(Source records)
━━━━━━━━━━━━━━━━

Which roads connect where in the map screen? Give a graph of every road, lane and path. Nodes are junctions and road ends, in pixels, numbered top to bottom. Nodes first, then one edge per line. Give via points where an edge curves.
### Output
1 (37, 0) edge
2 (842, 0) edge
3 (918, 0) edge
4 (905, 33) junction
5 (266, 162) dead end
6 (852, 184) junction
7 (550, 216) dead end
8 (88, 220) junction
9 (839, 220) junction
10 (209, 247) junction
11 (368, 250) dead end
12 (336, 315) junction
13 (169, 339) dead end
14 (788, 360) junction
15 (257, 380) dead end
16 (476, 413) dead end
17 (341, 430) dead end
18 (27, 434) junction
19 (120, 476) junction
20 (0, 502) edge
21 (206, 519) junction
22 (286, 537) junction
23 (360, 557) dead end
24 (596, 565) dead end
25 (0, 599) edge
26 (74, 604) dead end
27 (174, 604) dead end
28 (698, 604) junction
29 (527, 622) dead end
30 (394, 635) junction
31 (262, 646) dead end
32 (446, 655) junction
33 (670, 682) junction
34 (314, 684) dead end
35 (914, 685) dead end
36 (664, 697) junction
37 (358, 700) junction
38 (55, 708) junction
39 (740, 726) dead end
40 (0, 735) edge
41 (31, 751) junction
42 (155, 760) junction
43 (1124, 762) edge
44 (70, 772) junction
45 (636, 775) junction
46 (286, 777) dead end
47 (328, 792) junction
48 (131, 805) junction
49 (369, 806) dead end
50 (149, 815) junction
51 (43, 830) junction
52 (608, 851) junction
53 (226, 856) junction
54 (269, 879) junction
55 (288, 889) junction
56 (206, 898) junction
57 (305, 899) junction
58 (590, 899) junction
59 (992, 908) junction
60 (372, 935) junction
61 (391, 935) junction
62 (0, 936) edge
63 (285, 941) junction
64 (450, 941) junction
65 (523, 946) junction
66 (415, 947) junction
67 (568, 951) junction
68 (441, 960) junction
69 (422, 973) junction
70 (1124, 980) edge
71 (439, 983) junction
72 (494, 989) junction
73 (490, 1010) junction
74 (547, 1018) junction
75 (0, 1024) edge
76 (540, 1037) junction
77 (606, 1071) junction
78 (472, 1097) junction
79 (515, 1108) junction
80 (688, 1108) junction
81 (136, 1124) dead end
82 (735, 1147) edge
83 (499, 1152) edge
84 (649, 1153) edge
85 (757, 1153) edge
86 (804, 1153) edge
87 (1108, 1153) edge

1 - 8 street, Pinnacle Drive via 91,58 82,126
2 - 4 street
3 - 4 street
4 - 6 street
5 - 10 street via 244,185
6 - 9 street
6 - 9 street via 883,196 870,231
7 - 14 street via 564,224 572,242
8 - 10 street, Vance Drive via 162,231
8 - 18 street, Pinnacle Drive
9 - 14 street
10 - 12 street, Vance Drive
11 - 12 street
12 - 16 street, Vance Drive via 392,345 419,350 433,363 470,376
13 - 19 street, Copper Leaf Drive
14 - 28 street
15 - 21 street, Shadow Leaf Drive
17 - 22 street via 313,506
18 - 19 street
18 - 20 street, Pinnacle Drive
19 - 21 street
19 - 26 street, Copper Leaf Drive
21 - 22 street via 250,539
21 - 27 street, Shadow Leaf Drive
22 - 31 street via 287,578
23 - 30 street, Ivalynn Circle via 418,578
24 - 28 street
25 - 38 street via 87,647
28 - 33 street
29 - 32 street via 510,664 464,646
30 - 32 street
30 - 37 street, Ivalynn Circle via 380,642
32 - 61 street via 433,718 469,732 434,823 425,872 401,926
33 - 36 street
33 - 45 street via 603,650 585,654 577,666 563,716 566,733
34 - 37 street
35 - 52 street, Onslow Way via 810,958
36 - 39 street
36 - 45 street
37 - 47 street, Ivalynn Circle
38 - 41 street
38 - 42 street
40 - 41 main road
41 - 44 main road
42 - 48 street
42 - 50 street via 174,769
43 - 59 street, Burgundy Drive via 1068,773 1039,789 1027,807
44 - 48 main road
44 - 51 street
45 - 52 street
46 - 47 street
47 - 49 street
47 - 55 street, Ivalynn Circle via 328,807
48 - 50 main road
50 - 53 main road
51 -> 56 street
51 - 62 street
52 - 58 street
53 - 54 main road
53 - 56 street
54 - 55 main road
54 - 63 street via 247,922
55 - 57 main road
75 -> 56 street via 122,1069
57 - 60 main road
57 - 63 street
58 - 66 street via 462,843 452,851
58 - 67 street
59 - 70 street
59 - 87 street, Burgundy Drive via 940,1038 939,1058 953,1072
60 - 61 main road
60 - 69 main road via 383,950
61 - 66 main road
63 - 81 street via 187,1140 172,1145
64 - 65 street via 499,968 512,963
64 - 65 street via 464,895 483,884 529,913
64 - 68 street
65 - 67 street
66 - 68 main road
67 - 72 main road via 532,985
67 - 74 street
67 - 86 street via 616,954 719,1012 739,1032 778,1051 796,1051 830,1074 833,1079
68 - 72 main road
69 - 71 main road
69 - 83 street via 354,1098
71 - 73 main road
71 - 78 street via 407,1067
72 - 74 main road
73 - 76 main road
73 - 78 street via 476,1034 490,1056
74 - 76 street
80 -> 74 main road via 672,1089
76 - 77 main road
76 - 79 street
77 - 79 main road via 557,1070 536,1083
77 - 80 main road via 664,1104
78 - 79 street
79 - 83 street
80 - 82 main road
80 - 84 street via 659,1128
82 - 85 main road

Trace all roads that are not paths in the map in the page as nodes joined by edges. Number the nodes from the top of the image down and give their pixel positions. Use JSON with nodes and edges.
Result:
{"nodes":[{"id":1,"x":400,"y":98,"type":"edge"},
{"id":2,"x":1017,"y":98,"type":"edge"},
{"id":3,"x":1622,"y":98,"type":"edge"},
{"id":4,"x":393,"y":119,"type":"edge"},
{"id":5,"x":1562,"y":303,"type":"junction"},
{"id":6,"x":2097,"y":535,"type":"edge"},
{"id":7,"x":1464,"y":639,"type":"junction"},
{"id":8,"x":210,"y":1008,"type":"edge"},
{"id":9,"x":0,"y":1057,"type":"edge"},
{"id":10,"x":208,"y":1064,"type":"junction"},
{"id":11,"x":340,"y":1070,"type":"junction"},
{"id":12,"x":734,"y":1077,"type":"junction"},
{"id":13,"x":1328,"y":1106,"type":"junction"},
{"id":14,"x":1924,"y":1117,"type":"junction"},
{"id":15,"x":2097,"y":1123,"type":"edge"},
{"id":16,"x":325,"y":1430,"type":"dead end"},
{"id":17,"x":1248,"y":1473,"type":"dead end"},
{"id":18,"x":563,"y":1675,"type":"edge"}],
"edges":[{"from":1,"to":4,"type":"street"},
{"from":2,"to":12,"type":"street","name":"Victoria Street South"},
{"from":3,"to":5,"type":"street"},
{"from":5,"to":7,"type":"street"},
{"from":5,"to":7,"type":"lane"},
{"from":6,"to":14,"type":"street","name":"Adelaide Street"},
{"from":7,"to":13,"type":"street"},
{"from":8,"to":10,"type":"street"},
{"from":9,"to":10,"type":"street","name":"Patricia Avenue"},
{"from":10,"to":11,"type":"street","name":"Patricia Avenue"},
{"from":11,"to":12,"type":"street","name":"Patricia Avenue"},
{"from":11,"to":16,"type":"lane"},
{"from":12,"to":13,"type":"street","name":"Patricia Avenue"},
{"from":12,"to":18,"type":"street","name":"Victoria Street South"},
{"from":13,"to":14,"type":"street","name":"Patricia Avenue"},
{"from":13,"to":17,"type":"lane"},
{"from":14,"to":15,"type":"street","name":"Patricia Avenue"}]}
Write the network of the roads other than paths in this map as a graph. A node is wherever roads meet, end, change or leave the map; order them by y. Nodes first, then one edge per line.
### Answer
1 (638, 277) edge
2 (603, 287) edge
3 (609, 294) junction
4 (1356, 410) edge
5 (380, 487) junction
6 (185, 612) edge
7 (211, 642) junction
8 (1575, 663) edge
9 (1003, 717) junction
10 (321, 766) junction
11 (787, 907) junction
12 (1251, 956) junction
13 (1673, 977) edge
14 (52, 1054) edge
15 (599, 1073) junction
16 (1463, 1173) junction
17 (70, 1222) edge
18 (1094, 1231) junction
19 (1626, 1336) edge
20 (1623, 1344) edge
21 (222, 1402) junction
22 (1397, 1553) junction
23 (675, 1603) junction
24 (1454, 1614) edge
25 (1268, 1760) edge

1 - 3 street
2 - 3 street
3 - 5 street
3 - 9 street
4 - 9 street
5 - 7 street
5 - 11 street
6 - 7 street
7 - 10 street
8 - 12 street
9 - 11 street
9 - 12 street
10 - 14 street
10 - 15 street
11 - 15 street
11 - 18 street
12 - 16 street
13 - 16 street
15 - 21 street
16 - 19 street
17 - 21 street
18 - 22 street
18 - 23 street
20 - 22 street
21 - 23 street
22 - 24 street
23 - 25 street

━━━━━━━━━━━━━━━━

ABOUT THIS EXERCISE:
Pick out and copy the lines of the entries that hold the string "edges".

FINISHED EXERCISE:
Trace all roads that are not paths in the map in the page as nodes joined by edges. Number the nodes from the top of the image down and give their pixel positions. Use JSON with nodes and edges.
"edges":[{"from":1,"to":4,"type":"street"},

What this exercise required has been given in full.